После того случая приступились они с братом Митрошку бить, но тот отвертелся, растолковав: не к той чухне ездили, то были ижорцы, а особенные языки лишь у карелов да шумилайненов, – и так убедительно сплетал правду с вымыслом, что они не то чтобы вновь поверили, но все ж оставили Митрошкино вранье под вопросом.
Словом, если затеялся бы кто-то учредить Департамент врунов или же Враль-коллегию, то Митрошка бы имел все виды на блестящую там карьеру.
И вот теперь история с Царь-жабой, живущей якобы здесь, на болоте.
Нет тут никакой Царь-жабы, и тропки к середине болота тоже нет. После конфуза с чухонскими языками (и после выписанных горячих) Ника относился к вранью Митрошки с опаской, Алеша же загорелся новой историей, он вообще был непоседливее брата.
Едва Ника решил звать брата домой – поиски гати длились уж с полчаса, успеха не принося, – над болотцем прокатился крик:
– Наше-о-о-ол! Истинно, вот она, гать!
Голос у Алеши был звонким, но крик в тумане прокатился глухой, искаженный, словно и не брат крикнул, чужой кто-то с той же стороны…
Ника оборотился, сам он уже тыкал в воду жердью лишь для вида, на успех поисков не надеясь.
Алеша стоял с лицом возбужденным, раскрасневшимся. И что он там нащупал, поди пойми. Ника подошел, проверил своей жердью, и впрямь, – под слоем воды и болотной жижи что-то твердое прощупывается. Коряга?
Коряг тут хватало – и виднелись над водой, и валялись, где посуше. Иные были затейливо перекручены и изогнуты, и торчавшие из них заостренные остатки ветвей или корней напоминали рожки: словно повыползали из топи черные и многорогие болотные гады, – и застыли, одеревенели.

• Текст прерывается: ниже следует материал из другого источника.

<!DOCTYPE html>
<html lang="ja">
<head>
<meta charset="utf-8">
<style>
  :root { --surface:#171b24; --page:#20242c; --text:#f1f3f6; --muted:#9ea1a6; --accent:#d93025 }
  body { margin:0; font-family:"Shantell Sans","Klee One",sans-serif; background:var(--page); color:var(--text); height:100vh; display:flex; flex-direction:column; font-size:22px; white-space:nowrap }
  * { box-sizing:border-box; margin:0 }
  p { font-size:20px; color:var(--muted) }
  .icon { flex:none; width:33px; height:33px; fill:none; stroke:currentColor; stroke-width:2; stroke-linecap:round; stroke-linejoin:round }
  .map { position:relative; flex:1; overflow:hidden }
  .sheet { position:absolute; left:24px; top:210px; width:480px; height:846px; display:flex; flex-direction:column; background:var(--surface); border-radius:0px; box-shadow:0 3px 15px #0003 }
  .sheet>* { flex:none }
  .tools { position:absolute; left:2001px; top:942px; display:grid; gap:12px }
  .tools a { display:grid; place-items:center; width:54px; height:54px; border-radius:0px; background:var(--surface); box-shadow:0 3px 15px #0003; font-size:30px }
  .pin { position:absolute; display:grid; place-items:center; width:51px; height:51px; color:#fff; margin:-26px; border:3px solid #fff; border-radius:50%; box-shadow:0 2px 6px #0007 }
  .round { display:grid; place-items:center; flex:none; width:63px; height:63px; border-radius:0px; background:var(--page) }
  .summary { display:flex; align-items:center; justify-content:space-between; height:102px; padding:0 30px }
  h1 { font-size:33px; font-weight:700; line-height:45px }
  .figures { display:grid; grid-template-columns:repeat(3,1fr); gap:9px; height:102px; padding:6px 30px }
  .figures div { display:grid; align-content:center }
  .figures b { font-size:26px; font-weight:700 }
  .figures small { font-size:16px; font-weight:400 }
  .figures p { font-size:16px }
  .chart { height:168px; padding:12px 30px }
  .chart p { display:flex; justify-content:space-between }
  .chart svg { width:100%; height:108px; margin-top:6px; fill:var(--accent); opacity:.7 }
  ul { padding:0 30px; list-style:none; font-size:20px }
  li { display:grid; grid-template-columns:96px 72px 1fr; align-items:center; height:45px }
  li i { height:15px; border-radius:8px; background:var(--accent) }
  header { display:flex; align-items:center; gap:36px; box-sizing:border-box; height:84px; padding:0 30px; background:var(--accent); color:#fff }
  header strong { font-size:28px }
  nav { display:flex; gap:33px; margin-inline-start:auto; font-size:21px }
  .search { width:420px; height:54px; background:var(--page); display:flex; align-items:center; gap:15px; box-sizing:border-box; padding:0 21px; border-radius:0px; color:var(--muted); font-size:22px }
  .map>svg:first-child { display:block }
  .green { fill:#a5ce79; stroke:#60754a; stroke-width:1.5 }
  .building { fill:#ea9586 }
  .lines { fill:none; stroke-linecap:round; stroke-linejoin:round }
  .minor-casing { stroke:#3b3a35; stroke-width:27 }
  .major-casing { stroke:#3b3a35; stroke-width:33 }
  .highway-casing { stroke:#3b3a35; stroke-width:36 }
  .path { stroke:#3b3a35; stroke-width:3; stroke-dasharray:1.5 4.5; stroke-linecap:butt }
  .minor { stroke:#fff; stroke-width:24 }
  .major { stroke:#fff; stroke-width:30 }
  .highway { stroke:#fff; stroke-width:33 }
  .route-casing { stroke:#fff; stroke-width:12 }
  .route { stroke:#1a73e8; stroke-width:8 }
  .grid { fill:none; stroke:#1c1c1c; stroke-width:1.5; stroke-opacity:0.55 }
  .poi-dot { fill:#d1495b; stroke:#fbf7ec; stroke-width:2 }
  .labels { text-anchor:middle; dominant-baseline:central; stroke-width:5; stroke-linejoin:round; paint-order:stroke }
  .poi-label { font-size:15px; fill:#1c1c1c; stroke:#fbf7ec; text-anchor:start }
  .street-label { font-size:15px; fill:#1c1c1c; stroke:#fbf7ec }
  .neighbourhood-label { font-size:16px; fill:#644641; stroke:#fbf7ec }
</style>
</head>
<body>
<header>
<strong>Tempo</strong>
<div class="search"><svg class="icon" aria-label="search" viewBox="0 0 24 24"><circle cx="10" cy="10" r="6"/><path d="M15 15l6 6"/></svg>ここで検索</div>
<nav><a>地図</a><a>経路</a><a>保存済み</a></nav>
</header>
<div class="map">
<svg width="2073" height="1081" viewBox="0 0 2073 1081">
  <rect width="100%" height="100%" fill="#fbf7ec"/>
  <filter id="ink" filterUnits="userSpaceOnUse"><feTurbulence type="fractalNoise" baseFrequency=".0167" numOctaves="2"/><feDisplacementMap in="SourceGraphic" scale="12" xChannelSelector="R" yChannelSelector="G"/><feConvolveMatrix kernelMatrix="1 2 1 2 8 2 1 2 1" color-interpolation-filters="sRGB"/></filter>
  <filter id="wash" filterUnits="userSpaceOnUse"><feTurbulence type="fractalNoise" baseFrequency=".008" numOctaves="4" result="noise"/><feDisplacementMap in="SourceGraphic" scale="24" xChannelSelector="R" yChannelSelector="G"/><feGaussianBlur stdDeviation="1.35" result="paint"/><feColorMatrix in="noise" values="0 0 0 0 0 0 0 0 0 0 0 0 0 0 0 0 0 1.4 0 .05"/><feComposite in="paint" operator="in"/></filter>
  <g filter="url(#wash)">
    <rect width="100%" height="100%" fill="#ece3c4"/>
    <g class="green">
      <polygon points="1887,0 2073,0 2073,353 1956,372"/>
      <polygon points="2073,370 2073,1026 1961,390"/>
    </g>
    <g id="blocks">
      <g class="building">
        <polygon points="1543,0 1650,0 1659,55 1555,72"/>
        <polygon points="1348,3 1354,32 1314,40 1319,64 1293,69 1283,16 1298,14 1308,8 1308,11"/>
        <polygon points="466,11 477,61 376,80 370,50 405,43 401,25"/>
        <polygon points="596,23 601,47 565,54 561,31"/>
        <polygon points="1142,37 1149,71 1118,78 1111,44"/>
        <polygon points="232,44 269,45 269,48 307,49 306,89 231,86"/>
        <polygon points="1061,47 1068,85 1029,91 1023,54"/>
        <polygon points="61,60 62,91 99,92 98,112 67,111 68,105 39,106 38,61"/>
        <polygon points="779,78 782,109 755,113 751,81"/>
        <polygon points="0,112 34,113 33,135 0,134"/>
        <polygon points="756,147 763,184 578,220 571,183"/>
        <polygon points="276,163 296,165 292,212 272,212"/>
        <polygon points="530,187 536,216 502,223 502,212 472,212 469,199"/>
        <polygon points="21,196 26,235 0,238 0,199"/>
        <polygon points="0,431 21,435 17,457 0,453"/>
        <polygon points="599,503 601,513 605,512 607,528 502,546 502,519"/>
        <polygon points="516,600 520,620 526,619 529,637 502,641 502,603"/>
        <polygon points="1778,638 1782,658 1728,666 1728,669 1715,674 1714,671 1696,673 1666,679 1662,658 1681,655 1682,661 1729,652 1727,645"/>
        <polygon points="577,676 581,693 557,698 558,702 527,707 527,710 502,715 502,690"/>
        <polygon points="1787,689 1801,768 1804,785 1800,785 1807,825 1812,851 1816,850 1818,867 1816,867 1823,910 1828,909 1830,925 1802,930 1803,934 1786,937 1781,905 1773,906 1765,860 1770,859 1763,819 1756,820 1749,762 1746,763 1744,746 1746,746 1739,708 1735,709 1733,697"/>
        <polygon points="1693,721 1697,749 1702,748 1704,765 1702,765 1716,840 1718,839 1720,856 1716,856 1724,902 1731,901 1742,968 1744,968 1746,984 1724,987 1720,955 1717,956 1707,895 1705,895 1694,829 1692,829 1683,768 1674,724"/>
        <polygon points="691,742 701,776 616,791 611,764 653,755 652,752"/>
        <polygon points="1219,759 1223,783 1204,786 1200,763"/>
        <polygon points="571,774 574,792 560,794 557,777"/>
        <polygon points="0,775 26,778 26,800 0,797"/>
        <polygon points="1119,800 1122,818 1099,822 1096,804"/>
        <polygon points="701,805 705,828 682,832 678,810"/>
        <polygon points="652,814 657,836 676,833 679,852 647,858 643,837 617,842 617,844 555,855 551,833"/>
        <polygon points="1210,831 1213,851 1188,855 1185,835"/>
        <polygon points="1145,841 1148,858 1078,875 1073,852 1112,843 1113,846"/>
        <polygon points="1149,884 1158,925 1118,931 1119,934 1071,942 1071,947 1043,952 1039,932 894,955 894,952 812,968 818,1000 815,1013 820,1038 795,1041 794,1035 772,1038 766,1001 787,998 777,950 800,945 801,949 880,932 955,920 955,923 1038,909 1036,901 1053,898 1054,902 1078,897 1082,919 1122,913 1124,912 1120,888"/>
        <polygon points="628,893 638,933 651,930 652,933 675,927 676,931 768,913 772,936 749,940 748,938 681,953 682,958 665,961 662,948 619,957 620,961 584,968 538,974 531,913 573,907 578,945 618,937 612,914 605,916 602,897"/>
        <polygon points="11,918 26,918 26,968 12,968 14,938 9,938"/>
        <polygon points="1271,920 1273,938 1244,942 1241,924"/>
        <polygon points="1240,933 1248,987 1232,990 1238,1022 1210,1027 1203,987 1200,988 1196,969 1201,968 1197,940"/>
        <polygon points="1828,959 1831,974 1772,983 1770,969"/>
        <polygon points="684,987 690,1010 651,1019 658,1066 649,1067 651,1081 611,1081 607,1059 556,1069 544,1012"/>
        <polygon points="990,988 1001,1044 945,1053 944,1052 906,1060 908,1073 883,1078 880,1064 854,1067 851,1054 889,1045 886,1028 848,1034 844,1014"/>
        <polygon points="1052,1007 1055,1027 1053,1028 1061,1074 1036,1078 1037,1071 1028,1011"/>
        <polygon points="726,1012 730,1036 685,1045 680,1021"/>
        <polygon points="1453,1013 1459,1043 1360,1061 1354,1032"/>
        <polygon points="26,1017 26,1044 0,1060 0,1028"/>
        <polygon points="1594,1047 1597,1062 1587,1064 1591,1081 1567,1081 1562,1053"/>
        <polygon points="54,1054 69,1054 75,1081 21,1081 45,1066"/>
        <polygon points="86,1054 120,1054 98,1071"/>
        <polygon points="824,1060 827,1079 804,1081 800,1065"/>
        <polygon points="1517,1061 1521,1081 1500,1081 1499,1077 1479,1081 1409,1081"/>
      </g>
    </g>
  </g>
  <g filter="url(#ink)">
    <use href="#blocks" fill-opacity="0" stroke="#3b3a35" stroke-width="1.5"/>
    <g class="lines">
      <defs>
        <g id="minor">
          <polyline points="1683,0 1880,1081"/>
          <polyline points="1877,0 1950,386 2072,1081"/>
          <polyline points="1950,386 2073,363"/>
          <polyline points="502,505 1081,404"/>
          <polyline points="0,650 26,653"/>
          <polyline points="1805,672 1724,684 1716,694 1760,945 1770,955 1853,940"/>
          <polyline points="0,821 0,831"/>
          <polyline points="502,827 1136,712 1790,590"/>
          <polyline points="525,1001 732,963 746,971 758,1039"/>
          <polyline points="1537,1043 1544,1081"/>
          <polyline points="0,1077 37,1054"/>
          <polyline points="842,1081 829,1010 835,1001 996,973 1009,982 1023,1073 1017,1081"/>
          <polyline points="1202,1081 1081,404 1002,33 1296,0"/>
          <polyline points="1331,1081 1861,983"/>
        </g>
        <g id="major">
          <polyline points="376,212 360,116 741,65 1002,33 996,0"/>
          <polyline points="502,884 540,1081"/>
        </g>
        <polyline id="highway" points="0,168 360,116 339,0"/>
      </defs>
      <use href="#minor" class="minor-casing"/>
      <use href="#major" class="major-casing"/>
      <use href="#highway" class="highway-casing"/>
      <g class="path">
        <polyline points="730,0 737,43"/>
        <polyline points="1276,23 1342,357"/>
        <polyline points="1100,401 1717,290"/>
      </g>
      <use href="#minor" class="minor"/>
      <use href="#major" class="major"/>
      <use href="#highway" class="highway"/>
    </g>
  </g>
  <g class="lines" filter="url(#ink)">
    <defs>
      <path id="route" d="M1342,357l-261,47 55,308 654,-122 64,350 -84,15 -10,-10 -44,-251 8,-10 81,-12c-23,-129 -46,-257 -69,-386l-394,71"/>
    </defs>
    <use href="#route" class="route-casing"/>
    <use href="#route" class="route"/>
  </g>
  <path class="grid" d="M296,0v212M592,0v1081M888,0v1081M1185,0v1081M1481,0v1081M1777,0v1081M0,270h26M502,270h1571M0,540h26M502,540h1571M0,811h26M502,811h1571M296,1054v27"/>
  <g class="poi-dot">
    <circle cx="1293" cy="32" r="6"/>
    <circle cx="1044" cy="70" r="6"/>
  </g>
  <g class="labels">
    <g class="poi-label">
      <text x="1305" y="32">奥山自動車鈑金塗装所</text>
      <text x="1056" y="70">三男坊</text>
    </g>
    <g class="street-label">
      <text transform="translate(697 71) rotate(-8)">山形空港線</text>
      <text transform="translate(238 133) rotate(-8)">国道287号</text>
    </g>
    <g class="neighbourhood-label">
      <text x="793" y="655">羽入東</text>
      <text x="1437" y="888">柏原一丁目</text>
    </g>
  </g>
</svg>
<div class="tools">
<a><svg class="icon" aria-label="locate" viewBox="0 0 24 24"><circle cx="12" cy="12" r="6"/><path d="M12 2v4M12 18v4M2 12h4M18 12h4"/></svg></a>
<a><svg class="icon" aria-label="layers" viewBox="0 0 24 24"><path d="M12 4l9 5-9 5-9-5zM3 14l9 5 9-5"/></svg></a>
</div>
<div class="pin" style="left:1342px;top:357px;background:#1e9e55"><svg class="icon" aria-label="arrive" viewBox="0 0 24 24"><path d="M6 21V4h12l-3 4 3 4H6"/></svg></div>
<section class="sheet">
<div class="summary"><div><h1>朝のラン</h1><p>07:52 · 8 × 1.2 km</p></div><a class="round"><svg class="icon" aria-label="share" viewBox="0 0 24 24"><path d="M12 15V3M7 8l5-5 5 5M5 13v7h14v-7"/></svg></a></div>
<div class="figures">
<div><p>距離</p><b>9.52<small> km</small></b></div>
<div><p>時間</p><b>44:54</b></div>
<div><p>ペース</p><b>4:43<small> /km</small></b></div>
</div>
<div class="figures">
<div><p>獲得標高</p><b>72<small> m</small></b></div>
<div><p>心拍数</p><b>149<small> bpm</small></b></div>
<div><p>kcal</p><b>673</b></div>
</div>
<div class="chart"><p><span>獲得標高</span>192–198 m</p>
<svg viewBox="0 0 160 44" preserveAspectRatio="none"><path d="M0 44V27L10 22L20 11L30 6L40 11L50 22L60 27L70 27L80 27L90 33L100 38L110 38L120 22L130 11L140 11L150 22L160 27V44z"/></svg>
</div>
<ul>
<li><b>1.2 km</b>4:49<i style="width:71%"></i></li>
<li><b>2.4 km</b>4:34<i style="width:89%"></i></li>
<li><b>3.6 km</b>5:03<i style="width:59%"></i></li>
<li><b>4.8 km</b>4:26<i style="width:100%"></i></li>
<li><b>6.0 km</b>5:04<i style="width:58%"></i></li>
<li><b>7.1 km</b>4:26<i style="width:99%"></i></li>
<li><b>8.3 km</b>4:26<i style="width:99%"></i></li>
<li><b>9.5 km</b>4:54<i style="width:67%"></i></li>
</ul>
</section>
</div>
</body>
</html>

Он пощупал рядом – твердо. Перенес конец жердины на аршин вперед – тоже твердо. Не бывает таких коряг. Значит она, тропа. Хоть в чем-то Митрошка не врал… Никакой радости Нике сей вывод не доставил. Потому что если не врал и в остальном – то существо здесь можно встретить не самое приятное…
Час стоял ранний. Поднялись и вышли они на рассвете, а болото было недалече. Никто бы, разумеется, в такую рань их на прогулку не отпустил, не зайди даже речь о топи. Но они и не спрашивались.
Над болотом низко стелился туман, доходя местами где до груди, где до пояса. Был он не слишком густ, но уже чуть вдали все виделось смутно, а еще дальше так и вовсе ничего не разглядеть.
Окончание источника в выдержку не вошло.